Т-лимфоциты — главная группа клеток адаптивного (приобретенного) иммунитета позвоночных. Их «боевое подразделение» — цитотоксические Т-киллеры, обеспечивают распознавание и уничтожение клеток, несущих на поверхности чужеродные антигены, в том числе и опухолевых клеток. Однако «наивные», «необученные» Т-клетки изначально не способны распознать антиген непосредственно на поверхности опухоли. Прежде они должны «научиться» этому с помощью специальной группы клеток врожденного иммунитета, так называемых антигенпредставляющих клеток. Это дендритные клетки и макрофаги. В процессе первичного иммунного ответа они атакуют опухоль и пожирают отмершие раковые клетки, после чего начинают выставлять на своей поверхности не только собственные пептиды, но и пептиды переваренной опухолевой клетки, в том числе и опухолевый антиген (если повезет).

Чужеродный пептид на поверхности дендритной клетки (или макрофага) в составе МНС-комплекса взаимодействует с Т-клеточными рецепторами всех доступных Т-клеток, пока не найдет среди них самую подходящую — ту, у которой Т-рецептор сможет связать данный антиген наиболее эффективно.

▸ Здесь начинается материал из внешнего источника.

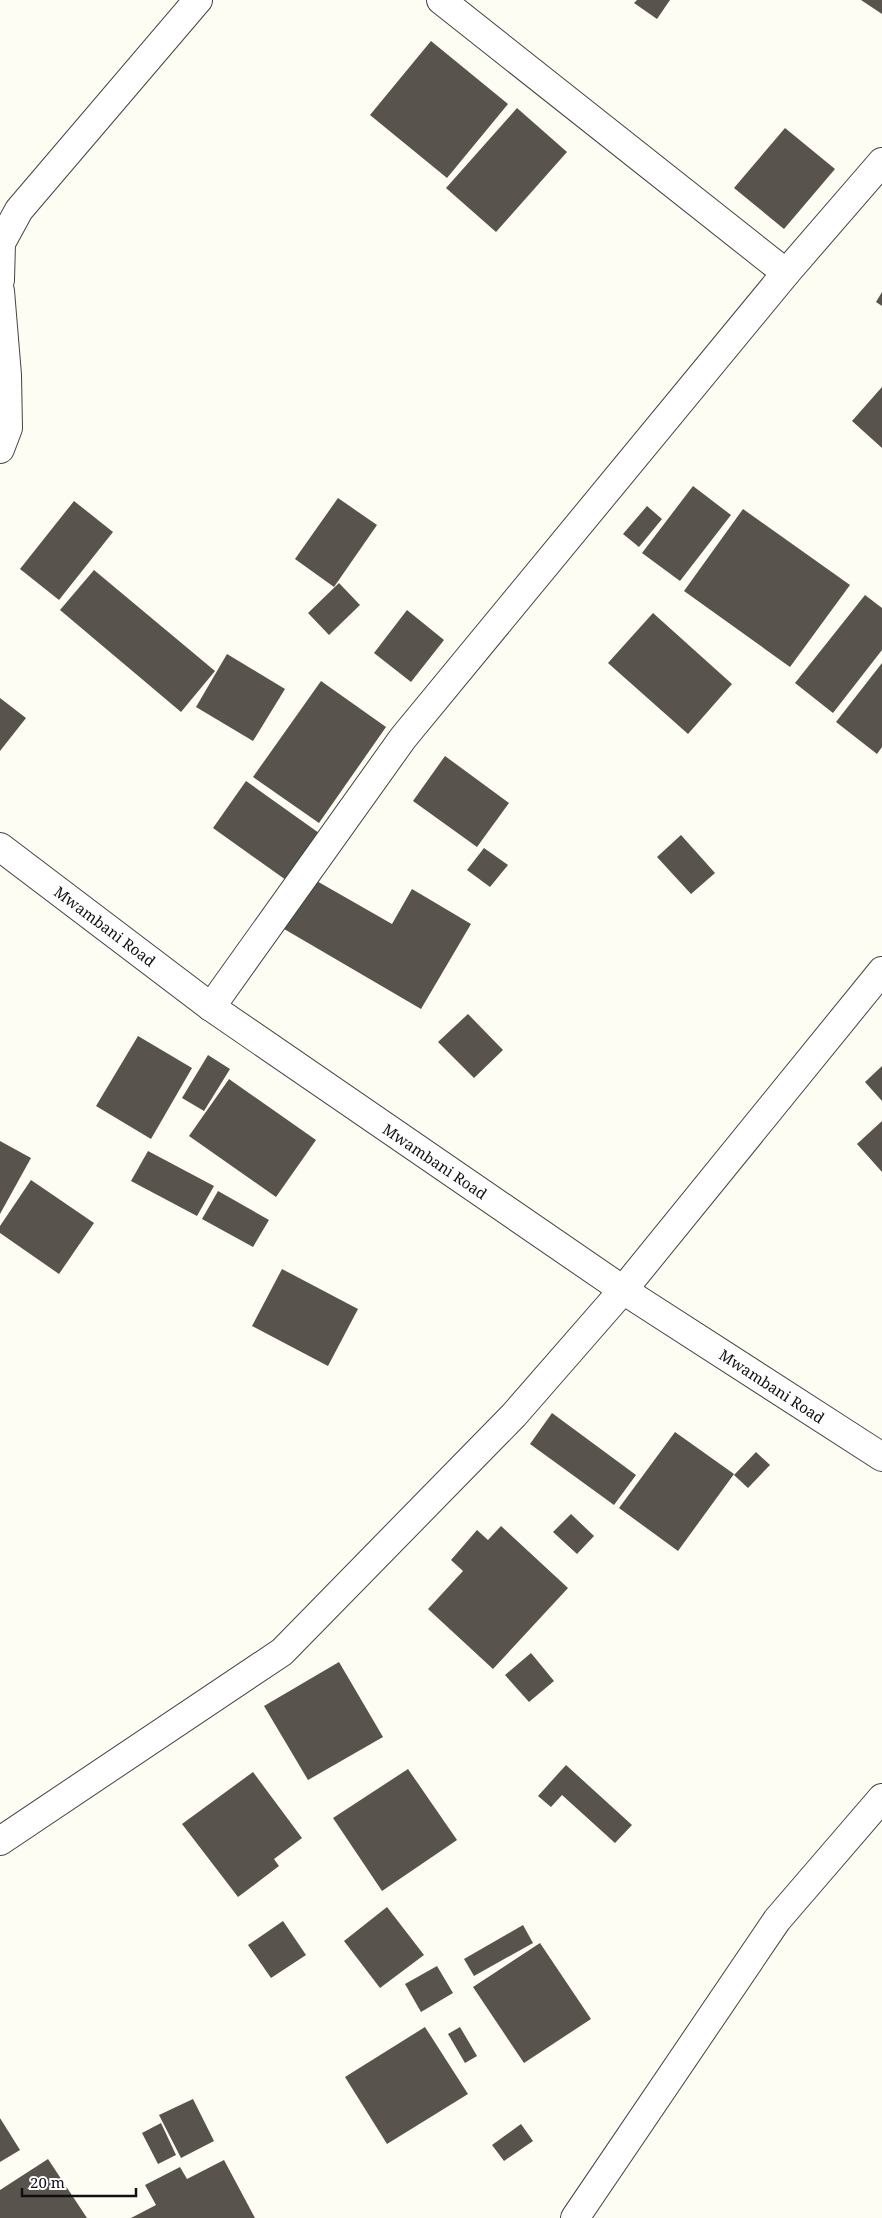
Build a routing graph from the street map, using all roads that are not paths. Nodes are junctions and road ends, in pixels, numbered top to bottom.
1 (198, 0) edge
2 (442, 0) edge
3 (882, 162) edge
4 (786, 273) junction
5 (0, 280) edge
6 (0, 291) edge
7 (0, 449) edge
8 (0, 847) edge
9 (882, 971) edge
10 (211, 1007) junction
11 (623, 1290) junction
12 (882, 1457) edge
13 (882, 1798) edge
14 (0, 1841) edge
15 (574, 2218) edge

1 - 5 street
2 - 4 street
3 - 4 street
4 - 10 street
6 - 7 street
8 - 10 street, Mwambani Road
9 - 11 street
10 - 11 street, Mwambani Road
11 - 12 street, Mwambani Road
11 - 14 street
13 - 15 street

Однако для полной активации Т-клеточного ответа недостаточно только наличия чужеродного антигена. Как в банке при заключении кредитного договора на большую сумму кроме паспорта просят предоставить дополнительные документы для гарантии платежеспособности, так и Т-клетке требуется «дополнительное подтверждение» в виде специальных активирующих молекул, которые тоже синтезируются дендритными клетками и макрофагами.

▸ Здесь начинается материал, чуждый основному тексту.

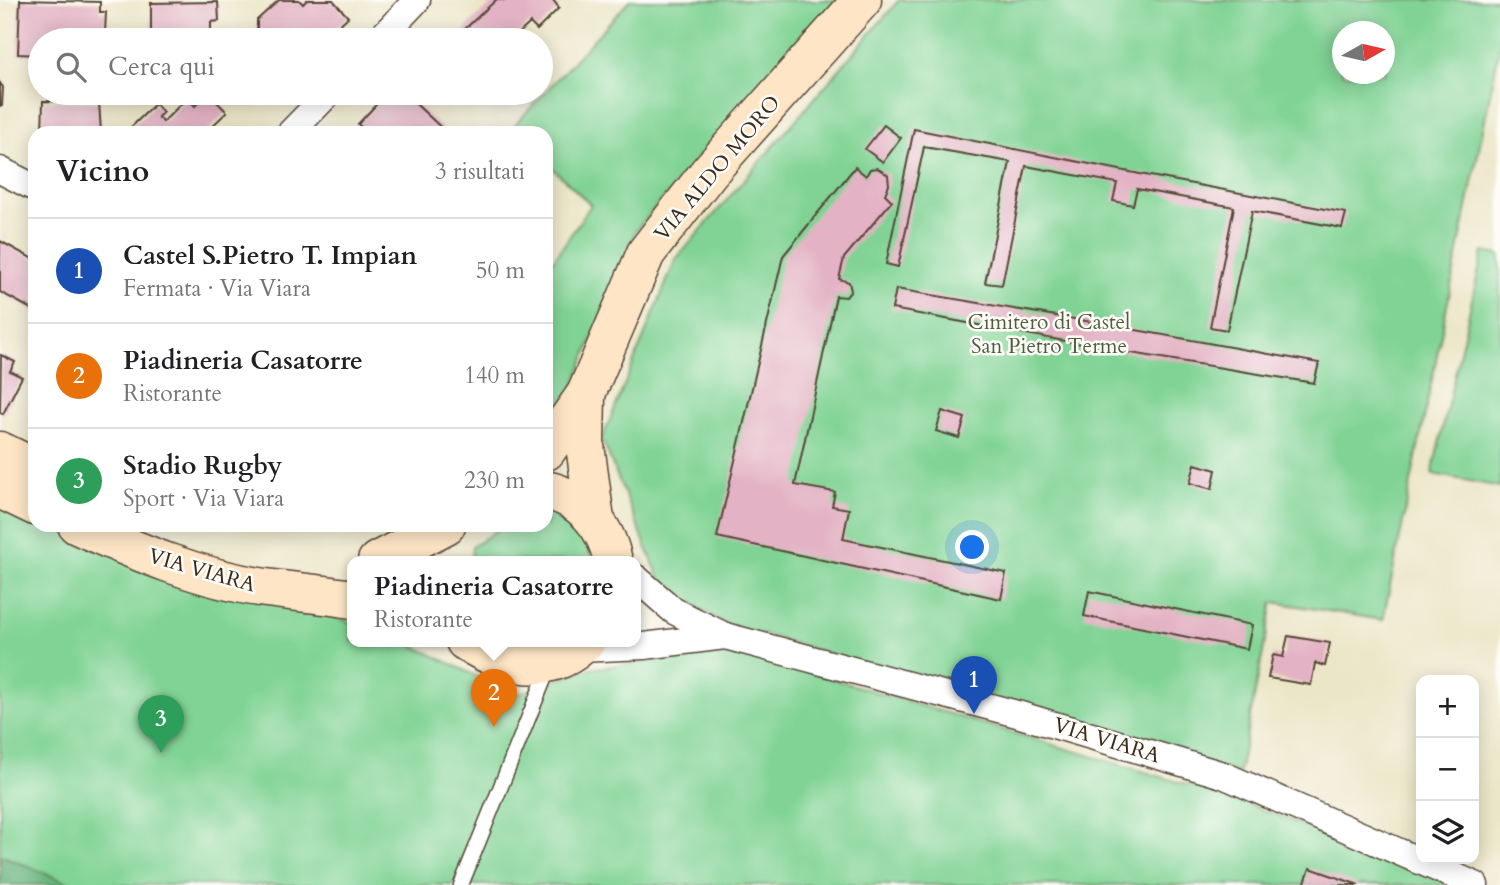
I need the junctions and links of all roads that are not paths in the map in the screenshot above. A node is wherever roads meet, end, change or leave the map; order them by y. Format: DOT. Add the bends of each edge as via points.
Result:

Самые известные молекулы-коактиваторы Т-клеточного ответа — белки В7. Эти мембранные белки связываются с рецептором CD28 на поверхности Т-клетки, на время как бы «склеивая» две клетки между собой. Такая дополнительная «молекулярная сшивка» — обязательное условие активации иммунного ответа. В ее отсутствие Т-лимфоцит не активируется.

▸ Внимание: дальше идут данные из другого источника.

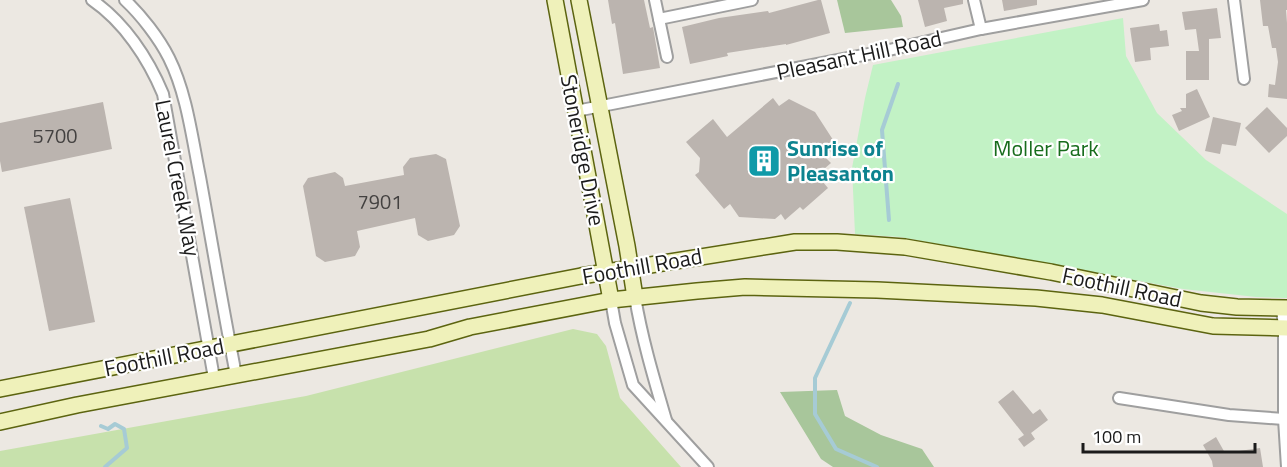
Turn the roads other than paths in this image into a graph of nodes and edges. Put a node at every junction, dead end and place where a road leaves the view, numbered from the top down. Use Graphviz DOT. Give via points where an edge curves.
graph roads {
  1 [pos="92,0"];
  2 [pos="125,0"];
  3 [pos="555,0"];
  4 [pos="579,0"];
  5 [pos="655,0"];
  6 [pos="752,0"];
  7 [pos="974,0"];
  8 [pos="1143,0"];
  9 [pos="1234,0"];
  10 [pos="1107,4"];
  11 [pos="659,19"];
  12 [pos="981,29"];
  13 [pos="666,57"];
  14 [pos="1244,79"];
  15 [pos="599,106"];
  16 [pos="576,111"];
  17 [pos="630,268"];
  18 [pos="606,272"];
  19 [pos="635,297"];
  20 [pos="611,300"];
  21 [pos="1285,308"];
  22 [pos="1285,328"];
  23 [pos="230,344"];
  24 [pos="209,349"];
  25 [pos="236,375"];
  26 [pos="214,378"];
  27 [pos="0,388"];
  28 [pos="1119,398"];
  29 [pos="1284,419"];
  30 [pos="0,422"];
  31 [pos="667,423"];
  32 [pos="708,467"];
  33 [pos="1287,467"];
  1 -- 24 [label="street, Laurel Creek Way" via="123,28 154,73 163,94"];
  2 -- 23 [label="street, Laurel Creek Way" via="163,48 181,89"];
  3 -- 16 [label="main road, Stoneridge Drive"];
  4 -- 15 [label="main road, Stoneridge Drive"];
  5 -- 11 [label="street"];
  6 -- 11 [label="street"];
  7 -- 12 [label="street"];
  8 -- 10 [label="street, Pleasant Hill Road"];
  9 -- 14 [label="street"];
  10 -- 12 [label="street, Pleasant Hill Road"];
  11 -- 13 [label="street"];
  12 -- 15 [label="street, Pleasant Hill Road"];
  15 -- 16 [label="street, Pleasant Hill Road"];
  15 -- 17 [label="main road, Stoneridge Drive"];
  16 -- 18 [label="main road, Stoneridge Drive"];
  17 -- 18 [label="main road, Foothill Road"];
  17 -- 19 [label="main road, Stoneridge Drive"];
  17 -- 21 [label="main road, Foothill Road" via="795,242 847,243 905,247 1201,303"];
  18 -- 20 [label="main road, Stoneridge Drive"];
  18 -- 23 [label="main road, Foothill Road"];
  19 -- 20 [label="main road, Foothill Road"];
  19 -- 22 [label="main road, Foothill Road" via="745,287 1045,298 1214,326"];
  19 -- 31 [label="street"];
  20 -- 25 [label="main road, Foothill Road"];
  20 -- 31 [label="street" via="633,385"];
  21 -- 22 [label="street"];
  22 -- 29 [label="street"];
  23 -- 24 [label="main road, Foothill Road"];
  23 -- 25 [label="street, Laurel Creek Way"];
  24 -- 26 [label="street, Laurel Creek Way"];
  24 -- 27 [label="main road, Foothill Road"];
  25 -- 26 [label="main road, Foothill Road"];
  26 -- 30 [label="main road, Foothill Road"];
  28 -- 29 [label="street"];
  29 -- 33 [label="street"];
  31 -- 32 [label="street"];
}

Однако, как упоминалось выше, естественной частью иммунного ответа является его своевременное угнетение. Почти сразу после активации в Т-клетке запускаются процессы, ведущие к сдерживанию, ограничению их защитной, но одновременно и разрушительной деятельности. Активированные Т-лимфоциты начинают экспрессировать белок CTLA4. Это «близкий родственник» и одновременно конкурент рецептора CD28. CTLA4 взаимодействует с теми же молекулами-коактиваторами (В7), что и CD28, но делает это гораздо эффективнее, и в результате коактивация Т-клеток белками В7 ослабляется и иммунный ответ начинает затихать.

Действуя вместе с антигенраспознающими рецепторами TCR, CD28 активирует целый ряд внутриклеточных киназ (ферментов, которые фосфорилируют другие белки), в то время как сигнал от CTLA4 приводит к активации их «молекулярных антагонистов» — фосфатаз (ферментов, которые дефосфорилируют другие белки). Таким образом этот рецептор тормозит иммунный ответ не только на мембранном, но и на внутриклеточном уровне. Этот молекулярный «предохранитель» необычайно важен для ограничения развития патологически сильного иммунного ответа. Мыши, у которых ген белка CTLA4 был искусственно выключен, погибали от системной аутоиммунной реакции — они буквально убивали сами себя.

Другой контрольной точкой ингибирования Т-клеточного ответа выступает рецептор PD1. Так же как и CTLA4, PD1 не экспрессируется на поверхности «наивных» Т-клеток и начитает синтезироваться только после активации иммунного ответа.